Walking the tree will always be O(log n). Did you write the tree implementation yourself? You can always simply stash a reference to the current lowest value element alongside your data structure and keep it updated when adding/removing nodes. (If you didn't write the tree, you could also do this by wrapping the tree implementation in your own wrapper object that does the same thing.)
There is a implementation in the TAOCP that uses the "spare" pointers in non-full nodes to complete a double linked list along the nodes in order (I don't recall the detail right now, but I image you have to have a "has_child" flag for each direction to make it work).
With that and a start pointer, you could have the starting element in O(1) time.
This solution is not faster or more efficient that caching the minimum.
If by minimum element you mean element with the smallest value then you could use TreeSet with a custom Comparator which sorts the items into correct order to store individual elements and then just call SortedSet#first() or #last() to get the biggest/smallest values as efficiently as possible.
Note that inserting new items to TreeSet is slightly slow compared to other Sets/Lists but if you don't have a huge amount of elements which constantly change then it shouldn't be a problem.
If you can use a little memory it sounds like a combined collection might work for you.
For instance, what you are looking for sounds a lot like a linked list.
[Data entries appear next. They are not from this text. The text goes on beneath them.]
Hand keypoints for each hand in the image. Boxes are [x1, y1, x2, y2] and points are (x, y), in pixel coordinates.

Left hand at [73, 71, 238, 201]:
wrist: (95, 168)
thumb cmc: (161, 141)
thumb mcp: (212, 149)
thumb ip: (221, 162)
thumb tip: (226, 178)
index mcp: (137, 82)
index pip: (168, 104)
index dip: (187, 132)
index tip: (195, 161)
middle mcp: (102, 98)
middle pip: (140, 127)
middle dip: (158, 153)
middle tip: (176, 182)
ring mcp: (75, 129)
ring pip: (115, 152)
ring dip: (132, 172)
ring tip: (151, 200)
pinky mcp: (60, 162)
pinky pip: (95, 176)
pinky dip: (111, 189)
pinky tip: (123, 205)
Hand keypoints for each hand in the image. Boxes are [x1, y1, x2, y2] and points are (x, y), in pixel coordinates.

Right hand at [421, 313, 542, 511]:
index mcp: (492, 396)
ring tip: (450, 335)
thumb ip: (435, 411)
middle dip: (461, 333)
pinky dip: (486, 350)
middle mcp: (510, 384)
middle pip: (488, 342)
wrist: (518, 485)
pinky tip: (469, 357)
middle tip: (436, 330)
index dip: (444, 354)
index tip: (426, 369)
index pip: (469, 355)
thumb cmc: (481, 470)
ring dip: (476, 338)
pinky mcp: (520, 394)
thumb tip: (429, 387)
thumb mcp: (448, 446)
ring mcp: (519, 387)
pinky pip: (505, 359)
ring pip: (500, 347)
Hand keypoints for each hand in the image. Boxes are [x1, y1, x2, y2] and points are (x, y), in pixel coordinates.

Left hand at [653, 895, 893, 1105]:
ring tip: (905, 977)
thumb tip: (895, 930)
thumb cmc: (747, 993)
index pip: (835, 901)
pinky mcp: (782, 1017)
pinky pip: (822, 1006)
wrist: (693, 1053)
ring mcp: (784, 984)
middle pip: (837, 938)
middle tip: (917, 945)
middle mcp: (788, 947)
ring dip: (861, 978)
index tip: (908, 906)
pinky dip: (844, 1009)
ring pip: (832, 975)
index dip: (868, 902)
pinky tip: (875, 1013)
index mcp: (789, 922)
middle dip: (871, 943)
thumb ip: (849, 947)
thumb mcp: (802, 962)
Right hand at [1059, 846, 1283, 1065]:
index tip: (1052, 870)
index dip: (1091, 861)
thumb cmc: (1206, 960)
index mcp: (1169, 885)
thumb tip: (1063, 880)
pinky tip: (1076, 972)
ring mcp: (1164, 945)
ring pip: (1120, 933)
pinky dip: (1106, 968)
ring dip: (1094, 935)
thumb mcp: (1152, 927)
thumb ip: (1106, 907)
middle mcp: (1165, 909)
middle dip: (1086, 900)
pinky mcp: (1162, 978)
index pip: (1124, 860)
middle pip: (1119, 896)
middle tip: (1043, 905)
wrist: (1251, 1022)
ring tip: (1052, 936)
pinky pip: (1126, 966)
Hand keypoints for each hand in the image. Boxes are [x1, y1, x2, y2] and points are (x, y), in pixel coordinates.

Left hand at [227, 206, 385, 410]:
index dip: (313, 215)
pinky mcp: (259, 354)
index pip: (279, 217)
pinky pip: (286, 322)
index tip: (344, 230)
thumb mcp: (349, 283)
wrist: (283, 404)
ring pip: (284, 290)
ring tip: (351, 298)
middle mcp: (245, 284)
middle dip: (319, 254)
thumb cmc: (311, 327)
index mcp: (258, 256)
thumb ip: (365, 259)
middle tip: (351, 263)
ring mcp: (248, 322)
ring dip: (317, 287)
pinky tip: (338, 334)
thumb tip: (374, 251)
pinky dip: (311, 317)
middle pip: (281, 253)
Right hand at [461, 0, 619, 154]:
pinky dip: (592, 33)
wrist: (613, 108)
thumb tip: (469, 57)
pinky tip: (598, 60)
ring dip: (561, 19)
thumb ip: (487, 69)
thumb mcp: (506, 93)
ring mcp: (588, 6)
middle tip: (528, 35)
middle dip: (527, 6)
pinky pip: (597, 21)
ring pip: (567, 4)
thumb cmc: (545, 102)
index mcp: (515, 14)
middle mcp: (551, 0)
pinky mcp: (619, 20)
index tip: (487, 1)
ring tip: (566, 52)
You can always get to the minimum element but an insert or lookup of an arbitrary node might take longer because you have to do a lookup O(n)
If you combine a linked list and a tree you might get the best of both worlds. To look up an item for get/insert/delete operations you would use the tree to find the element. The element's "holder" node would have to have ways to cross over from the tree to the linked list for delete operations. Also the linked list would have to be a doubly linked list.
So I think getting the smallest item would be O(1), any arbitrary lookup/delete would be O(logN)--I think even an insert would be O(logN) because you could find where to put it in the tree, look at the previous element and cross over to your linked list node from there, then add "next".
Hmm, this is starting to seem like a really useful data structure, perhaps a little wasteful in memory, but I don't think any operation would be worse than O(logN) unless you have to re balance the tree.
If you upgrade / "upcomplex" your binary tree to a threaded binary tree, then you can get O(1) first and last elements.
You basically keep a reference to the current first and last nodes.
Immediately after an insert, if first's previous is non-null, then update first. Similarly for last.
Whenever you remove, you first check whether the node being removed is the first or last. And update that stored first, last appropriately.